STF forma maioria e libera pagamento de penduricalhos com regras mais restritas

O Supremo Tribunal Federal (STF) formou maioria nesta terça-feira (30) para manter uma versão mais restrita das regras que autorizam o pagamento dos chamados “penduricalhos” a magistrados, procuradores e promotores. A decisão foi consolidada com o voto da ministra Cármen Lúcia, que acompanhou o entendimento dos relatores.
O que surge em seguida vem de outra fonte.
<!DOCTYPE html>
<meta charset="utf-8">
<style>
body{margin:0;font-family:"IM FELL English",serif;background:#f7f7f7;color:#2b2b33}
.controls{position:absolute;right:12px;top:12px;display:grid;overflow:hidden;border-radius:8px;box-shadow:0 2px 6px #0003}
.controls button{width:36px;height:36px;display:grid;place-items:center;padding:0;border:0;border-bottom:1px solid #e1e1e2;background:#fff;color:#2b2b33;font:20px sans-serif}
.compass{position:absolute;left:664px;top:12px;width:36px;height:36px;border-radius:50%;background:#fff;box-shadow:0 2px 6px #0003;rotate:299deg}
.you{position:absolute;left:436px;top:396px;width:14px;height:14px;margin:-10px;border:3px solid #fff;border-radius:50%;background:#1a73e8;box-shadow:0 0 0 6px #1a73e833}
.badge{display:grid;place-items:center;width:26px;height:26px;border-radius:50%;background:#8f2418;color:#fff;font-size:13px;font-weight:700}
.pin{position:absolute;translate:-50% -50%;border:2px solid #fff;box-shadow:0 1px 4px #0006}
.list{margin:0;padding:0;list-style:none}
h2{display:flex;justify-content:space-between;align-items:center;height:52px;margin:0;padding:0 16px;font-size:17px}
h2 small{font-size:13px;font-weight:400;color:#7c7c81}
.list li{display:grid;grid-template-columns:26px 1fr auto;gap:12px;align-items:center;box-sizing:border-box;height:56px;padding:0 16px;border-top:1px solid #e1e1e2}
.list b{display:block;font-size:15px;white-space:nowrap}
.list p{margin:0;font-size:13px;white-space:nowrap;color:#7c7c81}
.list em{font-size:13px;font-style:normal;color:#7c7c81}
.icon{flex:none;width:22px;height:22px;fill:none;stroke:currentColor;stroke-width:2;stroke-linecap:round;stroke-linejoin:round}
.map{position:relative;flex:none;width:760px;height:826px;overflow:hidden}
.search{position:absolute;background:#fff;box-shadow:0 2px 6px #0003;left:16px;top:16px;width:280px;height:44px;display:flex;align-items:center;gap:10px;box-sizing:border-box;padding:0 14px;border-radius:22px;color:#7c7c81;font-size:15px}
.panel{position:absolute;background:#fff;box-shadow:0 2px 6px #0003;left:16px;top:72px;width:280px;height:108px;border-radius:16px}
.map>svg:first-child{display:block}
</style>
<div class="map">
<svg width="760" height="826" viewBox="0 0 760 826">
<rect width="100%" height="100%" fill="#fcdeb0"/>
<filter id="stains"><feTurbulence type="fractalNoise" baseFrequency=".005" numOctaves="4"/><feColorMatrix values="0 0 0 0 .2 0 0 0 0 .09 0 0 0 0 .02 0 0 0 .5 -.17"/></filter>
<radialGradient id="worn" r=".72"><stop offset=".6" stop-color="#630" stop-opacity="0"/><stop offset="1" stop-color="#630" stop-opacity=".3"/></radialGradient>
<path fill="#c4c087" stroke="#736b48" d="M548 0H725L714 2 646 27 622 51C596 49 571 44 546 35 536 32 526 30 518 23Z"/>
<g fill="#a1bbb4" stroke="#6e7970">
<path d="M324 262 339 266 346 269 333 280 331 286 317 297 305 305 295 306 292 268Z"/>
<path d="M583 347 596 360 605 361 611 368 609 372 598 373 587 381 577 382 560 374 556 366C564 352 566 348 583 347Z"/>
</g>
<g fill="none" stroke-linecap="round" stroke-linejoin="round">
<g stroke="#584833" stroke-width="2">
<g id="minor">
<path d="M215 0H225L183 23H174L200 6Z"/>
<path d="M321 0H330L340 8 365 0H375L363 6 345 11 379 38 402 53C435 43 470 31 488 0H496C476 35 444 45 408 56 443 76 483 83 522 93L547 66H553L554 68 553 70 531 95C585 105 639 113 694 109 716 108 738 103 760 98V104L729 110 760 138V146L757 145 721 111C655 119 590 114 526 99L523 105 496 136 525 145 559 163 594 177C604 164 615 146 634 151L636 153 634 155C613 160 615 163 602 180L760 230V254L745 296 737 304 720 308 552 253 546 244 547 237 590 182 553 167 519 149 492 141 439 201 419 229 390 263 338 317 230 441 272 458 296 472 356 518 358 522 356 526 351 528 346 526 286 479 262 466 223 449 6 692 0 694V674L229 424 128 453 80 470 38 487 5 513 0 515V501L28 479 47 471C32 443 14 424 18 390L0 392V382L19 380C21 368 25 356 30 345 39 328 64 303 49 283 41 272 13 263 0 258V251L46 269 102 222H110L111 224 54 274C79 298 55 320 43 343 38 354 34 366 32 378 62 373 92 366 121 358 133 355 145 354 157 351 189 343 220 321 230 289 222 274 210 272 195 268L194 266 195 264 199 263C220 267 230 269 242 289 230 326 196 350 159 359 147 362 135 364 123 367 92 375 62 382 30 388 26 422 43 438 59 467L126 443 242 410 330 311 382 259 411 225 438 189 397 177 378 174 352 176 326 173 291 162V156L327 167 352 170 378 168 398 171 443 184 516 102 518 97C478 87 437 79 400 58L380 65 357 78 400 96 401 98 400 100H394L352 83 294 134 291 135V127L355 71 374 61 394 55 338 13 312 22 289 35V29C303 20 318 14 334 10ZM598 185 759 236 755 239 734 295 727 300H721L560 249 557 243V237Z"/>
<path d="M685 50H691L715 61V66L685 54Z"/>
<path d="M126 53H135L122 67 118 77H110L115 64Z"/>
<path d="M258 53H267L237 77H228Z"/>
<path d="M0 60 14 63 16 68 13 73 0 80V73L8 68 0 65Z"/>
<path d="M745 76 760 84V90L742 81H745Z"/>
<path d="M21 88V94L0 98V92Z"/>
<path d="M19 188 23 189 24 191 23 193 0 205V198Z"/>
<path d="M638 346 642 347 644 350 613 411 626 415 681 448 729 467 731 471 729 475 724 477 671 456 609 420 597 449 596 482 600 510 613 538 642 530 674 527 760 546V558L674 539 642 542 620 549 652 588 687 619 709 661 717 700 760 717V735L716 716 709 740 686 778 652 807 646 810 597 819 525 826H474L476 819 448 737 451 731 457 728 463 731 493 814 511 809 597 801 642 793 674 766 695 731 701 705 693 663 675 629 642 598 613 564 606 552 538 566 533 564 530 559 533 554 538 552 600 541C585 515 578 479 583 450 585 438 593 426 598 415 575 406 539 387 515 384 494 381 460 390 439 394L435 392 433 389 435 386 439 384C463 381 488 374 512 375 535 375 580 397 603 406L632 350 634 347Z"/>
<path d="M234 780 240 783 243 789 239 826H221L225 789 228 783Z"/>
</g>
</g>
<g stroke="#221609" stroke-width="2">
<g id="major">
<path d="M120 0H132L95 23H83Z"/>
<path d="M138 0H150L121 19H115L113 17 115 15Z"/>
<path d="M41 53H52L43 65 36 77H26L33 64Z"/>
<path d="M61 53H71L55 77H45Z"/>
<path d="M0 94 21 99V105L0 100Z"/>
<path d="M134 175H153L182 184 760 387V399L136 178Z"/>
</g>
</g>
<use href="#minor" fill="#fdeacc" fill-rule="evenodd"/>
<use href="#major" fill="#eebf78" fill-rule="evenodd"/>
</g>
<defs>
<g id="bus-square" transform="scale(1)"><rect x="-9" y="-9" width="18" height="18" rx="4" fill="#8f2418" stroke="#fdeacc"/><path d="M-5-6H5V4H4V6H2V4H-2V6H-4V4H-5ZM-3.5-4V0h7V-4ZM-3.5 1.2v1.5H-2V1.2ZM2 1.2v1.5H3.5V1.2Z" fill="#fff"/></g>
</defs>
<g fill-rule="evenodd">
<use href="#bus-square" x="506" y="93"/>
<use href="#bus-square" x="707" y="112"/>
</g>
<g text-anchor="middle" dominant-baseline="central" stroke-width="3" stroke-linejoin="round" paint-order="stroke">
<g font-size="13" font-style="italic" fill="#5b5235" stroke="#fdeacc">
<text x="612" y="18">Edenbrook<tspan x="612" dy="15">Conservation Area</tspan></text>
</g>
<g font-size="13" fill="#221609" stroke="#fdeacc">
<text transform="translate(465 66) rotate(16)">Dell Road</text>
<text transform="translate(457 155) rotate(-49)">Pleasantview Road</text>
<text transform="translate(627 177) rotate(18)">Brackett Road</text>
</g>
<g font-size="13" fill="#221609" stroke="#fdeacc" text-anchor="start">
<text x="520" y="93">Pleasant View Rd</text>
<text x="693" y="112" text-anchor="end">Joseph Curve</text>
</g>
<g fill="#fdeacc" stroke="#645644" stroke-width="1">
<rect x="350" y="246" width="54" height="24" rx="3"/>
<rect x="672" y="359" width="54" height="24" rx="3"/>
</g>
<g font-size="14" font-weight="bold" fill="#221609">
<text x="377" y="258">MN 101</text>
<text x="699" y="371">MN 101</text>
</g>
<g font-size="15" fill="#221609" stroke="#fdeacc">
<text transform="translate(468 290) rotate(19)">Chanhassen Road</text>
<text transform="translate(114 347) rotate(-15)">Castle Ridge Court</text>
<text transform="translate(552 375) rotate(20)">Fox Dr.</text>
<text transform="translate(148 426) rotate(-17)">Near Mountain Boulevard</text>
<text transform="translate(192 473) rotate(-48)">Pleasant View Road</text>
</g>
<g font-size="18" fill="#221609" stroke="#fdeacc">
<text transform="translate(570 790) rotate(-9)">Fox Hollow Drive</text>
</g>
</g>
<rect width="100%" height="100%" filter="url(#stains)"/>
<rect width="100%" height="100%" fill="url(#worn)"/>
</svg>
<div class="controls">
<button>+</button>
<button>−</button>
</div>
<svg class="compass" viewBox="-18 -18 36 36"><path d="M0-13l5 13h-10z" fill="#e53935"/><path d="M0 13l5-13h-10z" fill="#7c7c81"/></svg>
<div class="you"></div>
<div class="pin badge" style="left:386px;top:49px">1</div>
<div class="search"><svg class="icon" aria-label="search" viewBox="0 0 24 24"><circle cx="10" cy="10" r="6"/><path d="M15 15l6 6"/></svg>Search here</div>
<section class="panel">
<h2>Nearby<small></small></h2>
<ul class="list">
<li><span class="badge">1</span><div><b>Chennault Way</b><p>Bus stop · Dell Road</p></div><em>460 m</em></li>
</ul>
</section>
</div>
Os penduricalhos são verbas indenizatórias que não entram no cálculo do teto do funcionalismo público, atualmente fixado em R$ 46,3 mil.
O placar do julgamento ficou em 6 votos a 4. Embora todos os ministros tenham concordado com a possibilidade de pagamento dessas verbas, houve divergência quanto à abrangência da autorização. Prevaleceu a corrente que estabelece critérios mais rigorosos.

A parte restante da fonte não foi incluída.